__Brief__: Work out how many lines of the listing hold "Crescent" and return that number by itself.
───── Recorded information ─────
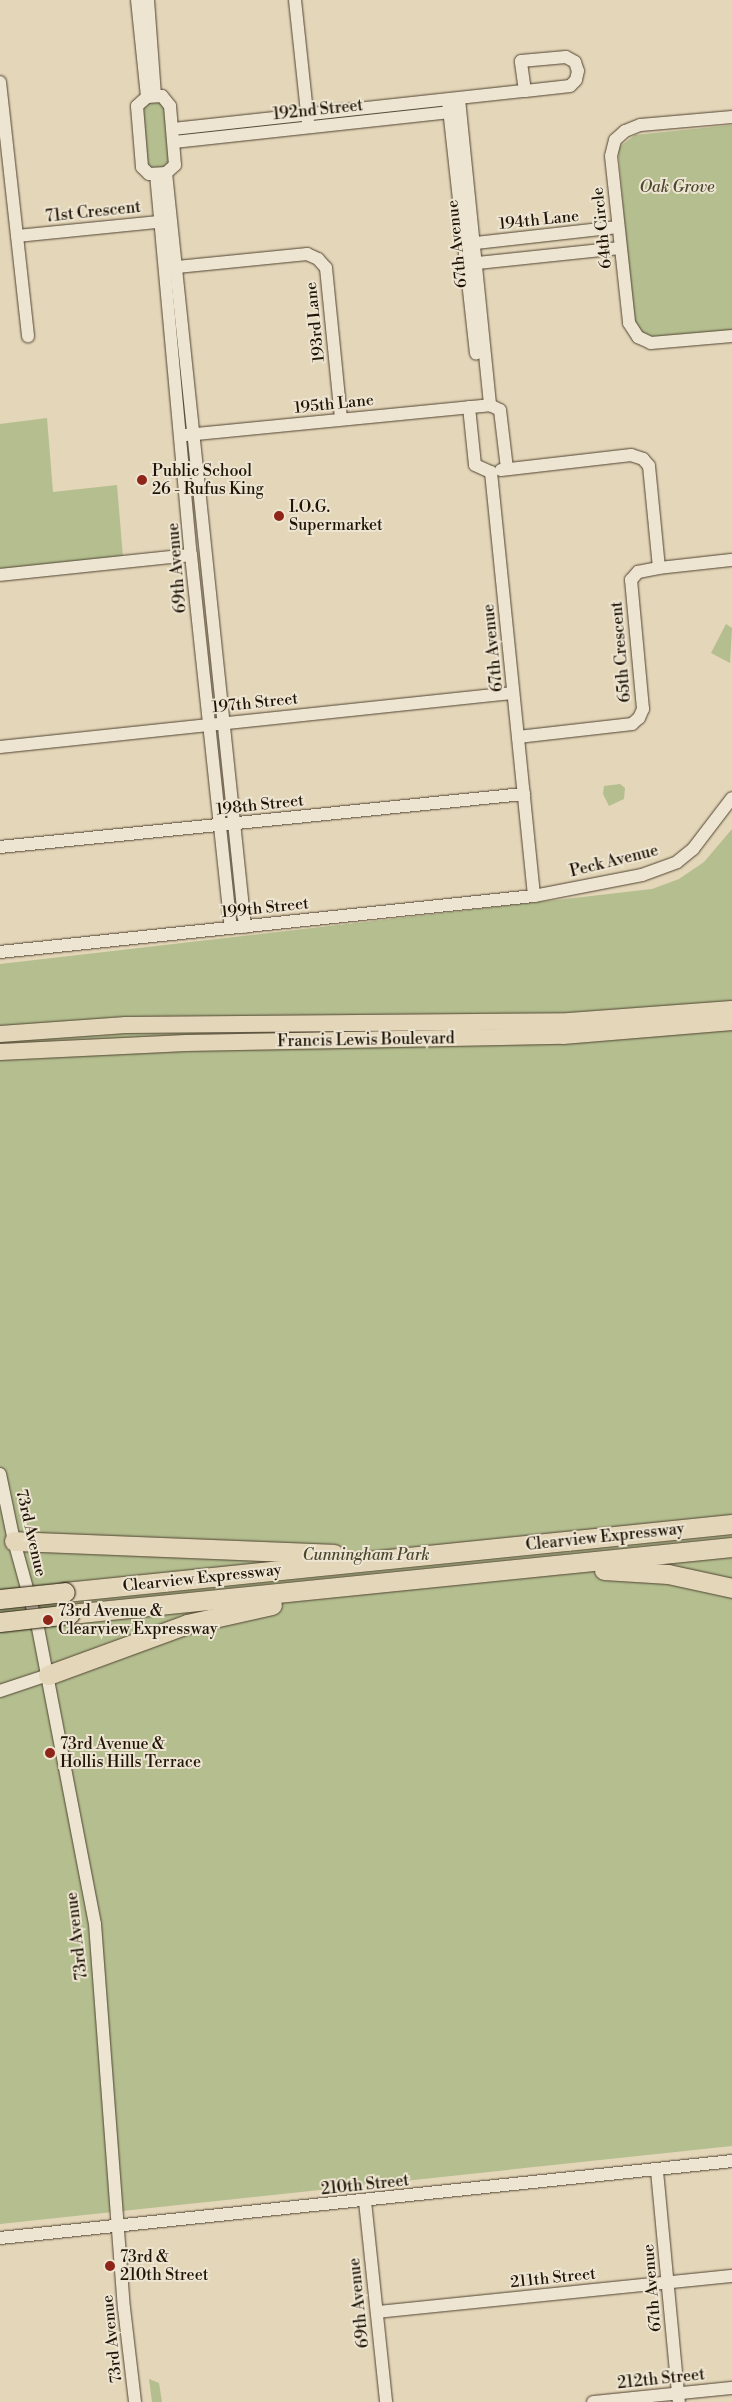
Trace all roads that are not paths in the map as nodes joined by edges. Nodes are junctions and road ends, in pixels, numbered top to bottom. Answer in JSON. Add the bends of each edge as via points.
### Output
{"nodes":[{"id":1,"x":136,"y":0,"type":"edge"},
{"id":2,"x":148,"y":0,"type":"edge"},
{"id":3,"x":295,"y":0,"type":"edge"},
{"id":4,"x":0,"y":82,"type":"edge"},
{"id":5,"x":525,"y":91,"type":"junction"},
{"id":6,"x":151,"y":96,"type":"junction"},
{"id":7,"x":452,"y":103,"type":"junction"},
{"id":8,"x":732,"y":117,"type":"edge"},
{"id":9,"x":308,"y":121,"type":"junction"},
{"id":10,"x":173,"y":129,"type":"junction"},
{"id":11,"x":174,"y":142,"type":"junction"},
{"id":12,"x":161,"y":174,"type":"junction"},
{"id":13,"x":166,"y":221,"type":"junction"},
{"id":14,"x":618,"y":227,"type":"junction"},
{"id":15,"x":17,"y":236,"type":"junction"},
{"id":16,"x":468,"y":244,"type":"junction"},
{"id":17,"x":620,"y":248,"type":"junction"},
{"id":18,"x":470,"y":264,"type":"junction"},
{"id":19,"x":170,"y":268,"type":"junction"},
{"id":20,"x":28,"y":336,"type":"dead end"},
{"id":21,"x":732,"y":336,"type":"edge"},
{"id":22,"x":486,"y":405,"type":"junction"},
{"id":23,"x":469,"y":407,"type":"junction"},
{"id":24,"x":341,"y":420,"type":"junction"},
{"id":25,"x":187,"y":435,"type":"junction"},
{"id":26,"x":507,"y":469,"type":"junction"},
{"id":27,"x":491,"y":472,"type":"junction"},
{"id":28,"x":191,"y":555,"type":"junction"},
{"id":29,"x":732,"y":560,"type":"edge"},
{"id":30,"x":659,"y":568,"type":"junction"},
{"id":31,"x":0,"y":575,"type":"edge"},
{"id":32,"x":514,"y":693,"type":"junction"},
{"id":33,"x":222,"y":723,"type":"junction"},
{"id":34,"x":209,"y":724,"type":"junction"},
{"id":35,"x":518,"y":737,"type":"junction"},
{"id":36,"x":0,"y":747,"type":"edge"},
{"id":37,"x":524,"y":794,"type":"junction"},
{"id":38,"x":732,"y":798,"type":"edge"},
{"id":39,"x":226,"y":825,"type":"junction"},
{"id":40,"x":0,"y":847,"type":"edge"},
{"id":41,"x":534,"y":896,"type":"junction"},
{"id":42,"x":245,"y":927,"type":"junction"},
{"id":43,"x":231,"y":928,"type":"junction"},
{"id":44,"x":0,"y":952,"type":"edge"},
{"id":45,"x":732,"y":1009,"type":"edge"},
{"id":46,"x":732,"y":1022,"type":"edge"},
{"id":47,"x":0,"y":1034,"type":"edge"},
{"id":48,"x":0,"y":1052,"type":"edge"},
{"id":49,"x":0,"y":1474,"type":"edge"},
{"id":50,"x":732,"y":1514,"type":"edge"},
{"id":51,"x":732,"y":1524,"type":"edge"},
{"id":52,"x":634,"y":1534,"type":"junction"},
{"id":53,"x":14,"y":1541,"type":"junction"},
{"id":54,"x":732,"y":1547,"type":"edge"},
{"id":55,"x":413,"y":1556,"type":"junction"},
{"id":56,"x":497,"y":1571,"type":"junction"},
{"id":57,"x":385,"y":1582,"type":"junction"},
{"id":58,"x":732,"y":1588,"type":"edge"},
{"id":59,"x":0,"y":1599,"type":"edge"},
{"id":60,"x":0,"y":1622,"type":"edge"},
{"id":61,"x":48,"y":1675,"type":"junction"},
{"id":62,"x":0,"y":1691,"type":"edge"},
{"id":63,"x":732,"y":2161,"type":"edge"},
{"id":64,"x":658,"y":2171,"type":"junction"},
{"id":65,"x":365,"y":2201,"type":"junction"},
{"id":66,"x":118,"y":2226,"type":"junction"},
{"id":67,"x":0,"y":2238,"type":"edge"},
{"id":68,"x":732,"y":2276,"type":"edge"},
{"id":69,"x":667,"y":2283,"type":"junction"},
{"id":70,"x":377,"y":2312,"type":"junction"},
{"id":71,"x":732,"y":2388,"type":"edge"},
{"id":72,"x":679,"y":2398,"type":"edge"},
{"id":73,"x":135,"y":2402,"type":"edge"},
{"id":74,"x":386,"y":2402,"type":"edge"},
{"id":75,"x":593,"y":2402,"type":"edge"}],
"edges":[{"from":1,"to":6,"type":"street"},
{"from":2,"to":6,"type":"street"},
{"from":3,"to":9,"type":"street"},
{"from":4,"to":15,"type":"street"},
{"from":5,"to":5,"type":"street","name":"192nd Street","via":[[570,86],[578,77],[577,66],[566,57],[521,61]]},
{"from":5,"to":7,"type":"street","name":"192nd Street"},
{"from":6,"to":10,"type":"street","name":"69th Avenue","via":[[166,99]]},
{"from":6,"to":12,"type":"street","via":[[140,100],[136,112],[142,167],[144,172]]},
{"from":7,"to":9,"type":"street","name":"192nd Street"},
{"from":7,"to":16,"type":"street","name":"67th Avenue"},
{"from":8,"to":14,"type":"street","name":"64th Circle","via":[[640,125],[625,131],[616,140],[611,156]]},
{"from":9,"to":10,"type":"street","name":"192nd Street"},
{"from":9,"to":11,"type":"street","name":"192nd Street"},
{"from":10,"to":11,"type":"street","name":"69th Avenue"},
{"from":11,"to":12,"type":"street","name":"69th Avenue","via":[[175,165]]},
{"from":12,"to":13,"type":"street","name":"69th Avenue"},
{"from":13,"to":15,"type":"street","name":"71st Crescent"},
{"from":13,"to":19,"type":"street","name":"69th Avenue"},
{"from":14,"to":16,"type":"street","name":"194th Lane"},
{"from":14,"to":17,"type":"street","name":"64th Circle"},
{"from":15,"to":20,"type":"street"},
{"from":16,"to":18,"type":"street","name":"67th Avenue"},
{"from":17,"to":18,"type":"street"},
{"from":17,"to":21,"type":"street","name":"64th Circle","via":[[629,324],[638,337],[651,344]]},
{"from":18,"to":22,"type":"street","name":"67th Avenue"},
{"from":19,"to":24,"type":"street","name":"193rd Lane","via":[[307,254],[318,260],[326,268]]},
{"from":19,"to":25,"type":"street","name":"69th Avenue"},
{"from":22,"to":23,"type":"street","name":"195th Lane"},
{"from":22,"to":26,"type":"street","name":"67th Avenue","via":[[500,410]]},
{"from":23,"to":24,"type":"street","name":"195th Lane"},
{"from":23,"to":27,"type":"street","via":[[475,465]]},
{"from":24,"to":25,"type":"street","name":"195th Lane"},
{"from":25,"to":28,"type":"street","name":"69th Avenue"},
{"from":25,"to":33,"type":"street","name":"69th Avenue"},
{"from":26,"to":27,"type":"street"},
{"from":26,"to":30,"type":"street","via":[[631,455],[643,458],[649,466]]},
{"from":27,"to":32,"type":"street","name":"67th Avenue"},
{"from":28,"to":31,"type":"street"},
{"from":28,"to":34,"type":"street","name":"69th Avenue"},
{"from":29,"to":30,"type":"street","name":"65th Crescent"},
{"from":30,"to":35,"type":"street","name":"65th Crescent","via":[[638,572],[631,580],[643,709],[639,718],[632,724]]},
{"from":32,"to":33,"type":"street","name":"197th Street"},
{"from":32,"to":35,"type":"street","name":"67th Avenue"},
{"from":33,"to":34,"type":"street","name":"197th Street"},
{"from":33,"to":39,"type":"street","name":"69th Avenue"},
{"from":34,"to":36,"type":"street","name":"197th Street"},
{"from":34,"to":39,"type":"street","name":"69th Avenue"},
{"from":35,"to":37,"type":"street","name":"67th Avenue"},
{"from":37,"to":39,"type":"street","name":"198th Street"},
{"from":37,"to":41,"type":"street","name":"67th Avenue"},
{"from":38,"to":41,"type":"street","name":"Peck Avenue","via":[[693,849],[677,862],[642,874]]},
{"from":39,"to":40,"type":"street","name":"198th Street"},
{"from":39,"to":42,"type":"street","name":"69th Avenue"},
{"from":39,"to":43,"type":"street","name":"69th Avenue"},
{"from":41,"to":42,"type":"street","name":"199th Street"},
{"from":42,"to":43,"type":"street","name":"199th Street"},
{"from":43,"to":44,"type":"street","name":"199th Street"},
{"from":45,"to":47,"type":"main road","name":"Francis Lewis Boulevard","via":[[569,1020],[126,1025]]},
{"from":46,"to":48,"type":"main road","name":"Francis Lewis Boulevard","via":[[563,1036],[186,1043]]},
{"from":49,"to":53,"type":"street","name":"73rd Avenue"},
{"from":50,"to":52,"type":"highway"},
{"from":51,"to":52,"type":"highway","name":"Clearview Expressway"},
{"from":52,"to":55,"type":"highway","name":"Clearview Expressway"},
{"from":53,"to":55,"type":"highway"},
{"from":53,"to":61,"type":"street","name":"73rd Avenue"},
{"from":54,"to":56,"type":"highway","name":"Clearview Expressway"},
{"from":55,"to":59,"type":"highway","name":"Clearview Expressway","bridge":true},
{"from":56,"to":57,"type":"highway","name":"Clearview Expressway"},
{"from":56,"to":58,"type":"highway","via":[[640,1571]]},
{"from":57,"to":60,"type":"highway","name":"Clearview Expressway","bridge":true},
{"from":57,"to":61,"type":"highway","via":[[196,1622]]},
{"from":61,"to":62,"type":"street"},
{"from":61,"to":66,"type":"street","name":"73rd Avenue","via":[[94,1924]]},
{"from":63,"to":64,"type":"street","name":"210th Street"},
{"from":64,"to":65,"type":"street","name":"210th Street"},
{"from":64,"to":69,"type":"street","name":"67th Avenue"},
{"from":65,"to":66,"type":"street","name":"210th Street"},
{"from":65,"to":70,"type":"street","name":"69th Avenue"},
{"from":66,"to":67,"type":"street","name":"210th Street"},
{"from":66,"to":73,"type":"street","name":"73rd Avenue"},
{"from":68,"to":69,"type":"street","name":"211th Street"},
{"from":69,"to":70,"type":"street","name":"211th Street"},
{"from":69,"to":72,"type":"street","name":"67th Avenue"},
{"from":70,"to":74,"type":"street","name":"69th Avenue"},
{"from":71,"to":72,"type":"street","name":"212th Street"},
{"from":72,"to":75,"type":"street","name":"212th Street"}]}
─────
__Response__: 3